Die Brandenburger Landesregierung wird voraussichtlich am 28. Juli eine neue SARS-CoV-2-Umgangsverodnung beschließen. Mit der neuen Corona-Verordnung werden Regelungen für den Schulbereich mit Beginn des neuen Schuljahres am 09. August festgelegt. Außerdem soll der Beschluss der Chefinnen und Chefs der Staatskanzleien zu einem bundesweit einheitlichen Vorgehen zur Genehmigung von Großveranstaltungen umgesetzt werden. Die aktuell geltende Umgangsverordnung tritt mit Ablauf des 31. Juli 2021 außer Kraft.

 

Mit der Anpassung der Umgangsverordnung sollen große Veranstaltungen, etwa im Sport- oder Kulturbereich, mit bis zu 25.000 gleichzeitig teilnehmenden Besucherinnen und Besuchern unter Auflagen stattfinden können. Dabei wird ab 5.000 Personen die Auslastung der regulären Besucherkapazität auf höchstens 50 Prozent des jeweiligen Veranstaltungsortes begrenzt. Aktuell liegt die Besucherobergrenze für Veranstaltungen in Brandenburg bei 1.000.

 

Im Bereich der Kitas, Schulen und Horte werden nach jetzigem Planungsstand der Landesregierung die bestehenden Schutzkonzepte beim Testen und Maskentragen für die ersten Wochen nach Ferienende fortgeschrieben. Inwiefern Masken auch in den Grundschulen zu tragen sind, wird kommende Woche entschieden.
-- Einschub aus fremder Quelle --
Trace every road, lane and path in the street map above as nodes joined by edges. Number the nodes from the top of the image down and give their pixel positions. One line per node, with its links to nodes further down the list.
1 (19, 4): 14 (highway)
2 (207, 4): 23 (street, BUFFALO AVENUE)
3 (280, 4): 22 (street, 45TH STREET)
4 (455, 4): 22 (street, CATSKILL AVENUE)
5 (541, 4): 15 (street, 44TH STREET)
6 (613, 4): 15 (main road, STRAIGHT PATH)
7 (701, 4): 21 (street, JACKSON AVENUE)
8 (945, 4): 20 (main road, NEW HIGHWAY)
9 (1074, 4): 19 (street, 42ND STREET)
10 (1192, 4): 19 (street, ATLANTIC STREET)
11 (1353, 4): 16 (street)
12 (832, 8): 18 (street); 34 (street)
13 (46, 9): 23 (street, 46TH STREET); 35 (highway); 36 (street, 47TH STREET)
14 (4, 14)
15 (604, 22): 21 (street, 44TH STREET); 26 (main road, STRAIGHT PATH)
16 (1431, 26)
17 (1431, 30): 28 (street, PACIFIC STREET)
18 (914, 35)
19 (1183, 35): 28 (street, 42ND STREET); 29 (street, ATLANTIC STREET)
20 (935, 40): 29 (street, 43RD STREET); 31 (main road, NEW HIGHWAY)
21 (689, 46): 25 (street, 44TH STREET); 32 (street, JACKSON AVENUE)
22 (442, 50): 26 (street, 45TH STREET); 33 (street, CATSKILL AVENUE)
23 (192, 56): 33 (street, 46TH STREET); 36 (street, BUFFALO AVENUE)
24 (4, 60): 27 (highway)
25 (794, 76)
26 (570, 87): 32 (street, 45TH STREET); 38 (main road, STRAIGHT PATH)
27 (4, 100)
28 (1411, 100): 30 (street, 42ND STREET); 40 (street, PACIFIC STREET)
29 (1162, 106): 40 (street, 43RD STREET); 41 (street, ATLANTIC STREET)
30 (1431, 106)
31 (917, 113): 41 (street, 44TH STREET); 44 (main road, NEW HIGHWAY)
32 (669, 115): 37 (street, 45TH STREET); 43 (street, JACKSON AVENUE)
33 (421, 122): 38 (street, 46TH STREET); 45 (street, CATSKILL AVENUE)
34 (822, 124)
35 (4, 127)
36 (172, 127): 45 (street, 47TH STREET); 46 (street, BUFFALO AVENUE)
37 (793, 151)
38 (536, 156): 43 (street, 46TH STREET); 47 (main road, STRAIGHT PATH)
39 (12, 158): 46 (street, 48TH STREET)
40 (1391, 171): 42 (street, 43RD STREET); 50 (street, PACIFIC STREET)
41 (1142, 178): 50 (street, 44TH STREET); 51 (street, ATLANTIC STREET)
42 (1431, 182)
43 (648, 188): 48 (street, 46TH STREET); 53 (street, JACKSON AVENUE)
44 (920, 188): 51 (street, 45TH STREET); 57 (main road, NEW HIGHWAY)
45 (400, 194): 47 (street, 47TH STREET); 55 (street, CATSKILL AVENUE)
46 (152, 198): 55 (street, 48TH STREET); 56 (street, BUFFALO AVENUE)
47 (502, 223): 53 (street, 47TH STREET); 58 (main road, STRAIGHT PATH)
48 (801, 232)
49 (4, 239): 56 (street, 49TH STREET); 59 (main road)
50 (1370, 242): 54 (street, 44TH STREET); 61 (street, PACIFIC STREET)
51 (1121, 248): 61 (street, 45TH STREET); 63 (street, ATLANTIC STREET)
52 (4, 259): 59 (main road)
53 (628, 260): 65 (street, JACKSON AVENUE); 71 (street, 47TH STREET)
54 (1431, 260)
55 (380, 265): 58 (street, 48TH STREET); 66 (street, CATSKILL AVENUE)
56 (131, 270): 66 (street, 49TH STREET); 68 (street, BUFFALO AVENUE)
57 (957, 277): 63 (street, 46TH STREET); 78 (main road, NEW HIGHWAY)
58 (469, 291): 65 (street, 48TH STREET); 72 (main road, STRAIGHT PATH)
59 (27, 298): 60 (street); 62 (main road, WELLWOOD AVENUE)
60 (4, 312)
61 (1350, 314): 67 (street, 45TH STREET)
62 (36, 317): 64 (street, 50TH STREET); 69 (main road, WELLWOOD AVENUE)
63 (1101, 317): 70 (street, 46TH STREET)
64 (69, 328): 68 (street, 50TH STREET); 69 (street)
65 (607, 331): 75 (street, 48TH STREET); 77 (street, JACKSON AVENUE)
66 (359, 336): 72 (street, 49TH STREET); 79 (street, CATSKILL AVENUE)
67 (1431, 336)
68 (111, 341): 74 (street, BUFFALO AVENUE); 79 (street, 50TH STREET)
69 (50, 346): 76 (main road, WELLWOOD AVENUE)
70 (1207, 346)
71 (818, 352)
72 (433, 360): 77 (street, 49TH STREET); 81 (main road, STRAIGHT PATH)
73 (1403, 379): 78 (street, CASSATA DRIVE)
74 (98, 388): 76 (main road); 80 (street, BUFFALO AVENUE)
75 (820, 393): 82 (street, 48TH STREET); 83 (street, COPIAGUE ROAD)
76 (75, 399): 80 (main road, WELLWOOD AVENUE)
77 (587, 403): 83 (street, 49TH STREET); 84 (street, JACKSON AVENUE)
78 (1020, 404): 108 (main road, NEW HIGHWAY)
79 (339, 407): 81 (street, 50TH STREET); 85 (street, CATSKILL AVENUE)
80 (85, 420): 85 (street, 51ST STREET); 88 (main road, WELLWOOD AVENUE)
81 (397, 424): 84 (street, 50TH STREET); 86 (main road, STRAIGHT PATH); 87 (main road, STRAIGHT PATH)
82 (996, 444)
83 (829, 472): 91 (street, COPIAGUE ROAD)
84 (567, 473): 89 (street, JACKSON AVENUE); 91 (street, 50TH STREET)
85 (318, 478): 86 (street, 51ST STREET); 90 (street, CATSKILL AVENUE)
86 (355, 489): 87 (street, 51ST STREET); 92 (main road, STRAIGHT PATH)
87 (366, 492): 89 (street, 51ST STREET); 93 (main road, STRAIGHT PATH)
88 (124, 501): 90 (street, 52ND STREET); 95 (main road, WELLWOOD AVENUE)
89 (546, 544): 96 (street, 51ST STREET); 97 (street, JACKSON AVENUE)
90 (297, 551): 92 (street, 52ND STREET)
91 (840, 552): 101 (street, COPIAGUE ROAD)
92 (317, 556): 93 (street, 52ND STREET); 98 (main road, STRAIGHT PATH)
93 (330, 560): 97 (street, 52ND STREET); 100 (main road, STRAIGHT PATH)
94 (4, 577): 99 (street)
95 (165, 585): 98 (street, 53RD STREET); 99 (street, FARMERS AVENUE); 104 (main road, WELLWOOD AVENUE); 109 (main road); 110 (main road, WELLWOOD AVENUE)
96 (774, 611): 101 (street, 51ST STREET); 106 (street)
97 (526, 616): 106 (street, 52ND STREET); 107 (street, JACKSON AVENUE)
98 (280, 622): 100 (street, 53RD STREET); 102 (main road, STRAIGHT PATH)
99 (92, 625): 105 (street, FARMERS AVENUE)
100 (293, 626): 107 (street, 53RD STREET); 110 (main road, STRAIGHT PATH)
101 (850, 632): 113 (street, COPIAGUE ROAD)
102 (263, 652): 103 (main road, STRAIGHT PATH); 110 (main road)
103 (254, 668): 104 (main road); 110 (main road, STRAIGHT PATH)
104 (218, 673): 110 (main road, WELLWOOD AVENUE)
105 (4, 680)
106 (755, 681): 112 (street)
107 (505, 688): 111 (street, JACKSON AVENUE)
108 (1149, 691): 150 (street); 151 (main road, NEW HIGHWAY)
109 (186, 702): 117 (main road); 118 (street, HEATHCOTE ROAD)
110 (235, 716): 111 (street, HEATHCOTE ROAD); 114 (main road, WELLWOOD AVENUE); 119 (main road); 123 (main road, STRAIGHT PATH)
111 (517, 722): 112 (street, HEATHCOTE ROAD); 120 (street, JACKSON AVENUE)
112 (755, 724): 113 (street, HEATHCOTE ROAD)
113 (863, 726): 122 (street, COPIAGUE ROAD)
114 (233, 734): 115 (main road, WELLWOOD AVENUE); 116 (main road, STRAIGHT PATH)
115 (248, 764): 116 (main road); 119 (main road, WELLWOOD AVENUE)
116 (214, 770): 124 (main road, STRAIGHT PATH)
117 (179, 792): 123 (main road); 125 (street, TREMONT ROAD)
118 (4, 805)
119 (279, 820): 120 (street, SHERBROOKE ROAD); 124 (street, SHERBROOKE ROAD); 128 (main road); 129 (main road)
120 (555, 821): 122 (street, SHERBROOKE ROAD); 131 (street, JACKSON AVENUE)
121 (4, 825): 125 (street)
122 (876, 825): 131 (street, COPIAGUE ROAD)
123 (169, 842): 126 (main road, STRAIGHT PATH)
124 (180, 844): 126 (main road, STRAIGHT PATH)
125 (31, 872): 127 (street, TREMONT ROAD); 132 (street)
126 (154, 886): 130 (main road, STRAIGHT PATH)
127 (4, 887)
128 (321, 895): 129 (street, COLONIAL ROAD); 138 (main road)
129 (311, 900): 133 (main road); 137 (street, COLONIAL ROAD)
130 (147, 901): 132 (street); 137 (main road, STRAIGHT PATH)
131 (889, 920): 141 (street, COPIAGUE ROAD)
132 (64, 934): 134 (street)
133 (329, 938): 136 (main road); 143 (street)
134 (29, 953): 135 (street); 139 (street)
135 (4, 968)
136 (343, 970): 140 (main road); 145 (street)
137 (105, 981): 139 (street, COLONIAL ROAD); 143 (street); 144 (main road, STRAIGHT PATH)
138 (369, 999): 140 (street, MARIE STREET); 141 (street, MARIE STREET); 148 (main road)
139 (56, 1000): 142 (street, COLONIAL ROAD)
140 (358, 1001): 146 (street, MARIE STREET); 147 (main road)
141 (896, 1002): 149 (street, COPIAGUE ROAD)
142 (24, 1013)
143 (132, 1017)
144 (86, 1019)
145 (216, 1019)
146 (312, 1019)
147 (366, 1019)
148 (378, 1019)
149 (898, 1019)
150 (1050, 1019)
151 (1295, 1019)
Zusätzliche Schülerverkehre werden weiter vom Land gefördert.

 

Die Regelung zur Aussetzung der Testpflicht für Hotels und Innenbereiche von Gaststätten in Landkreisen und kreisfreien Städten bei einer Inzidenz unter 20 soll bestehen bleiben.

 

Ministerpräsident Dietmar Woidke: „Die Daten sagen ganz klar: Wir müssen sehr vorsichtig bleiben. Es geht jetzt nicht um weitere Lockerungen, sondern um Umsicht und Vorsicht. Wir dürfen das gemeinsam Erreichte nicht gefährden.  Deshalb: Bitte an die Regeln halten. Und dringend impfen lassen. Nehmen Sie die vielen Angebote wahr: Zu Ihrem Schutz, zum Schutz aller anderen. Und Eltern sollten mit ihren Kindern und den zuständigen Ärzten beraten, inwiefern auch unter 18-Jährige geimpft werden. Das sind wichtige individuelle Entscheidungen."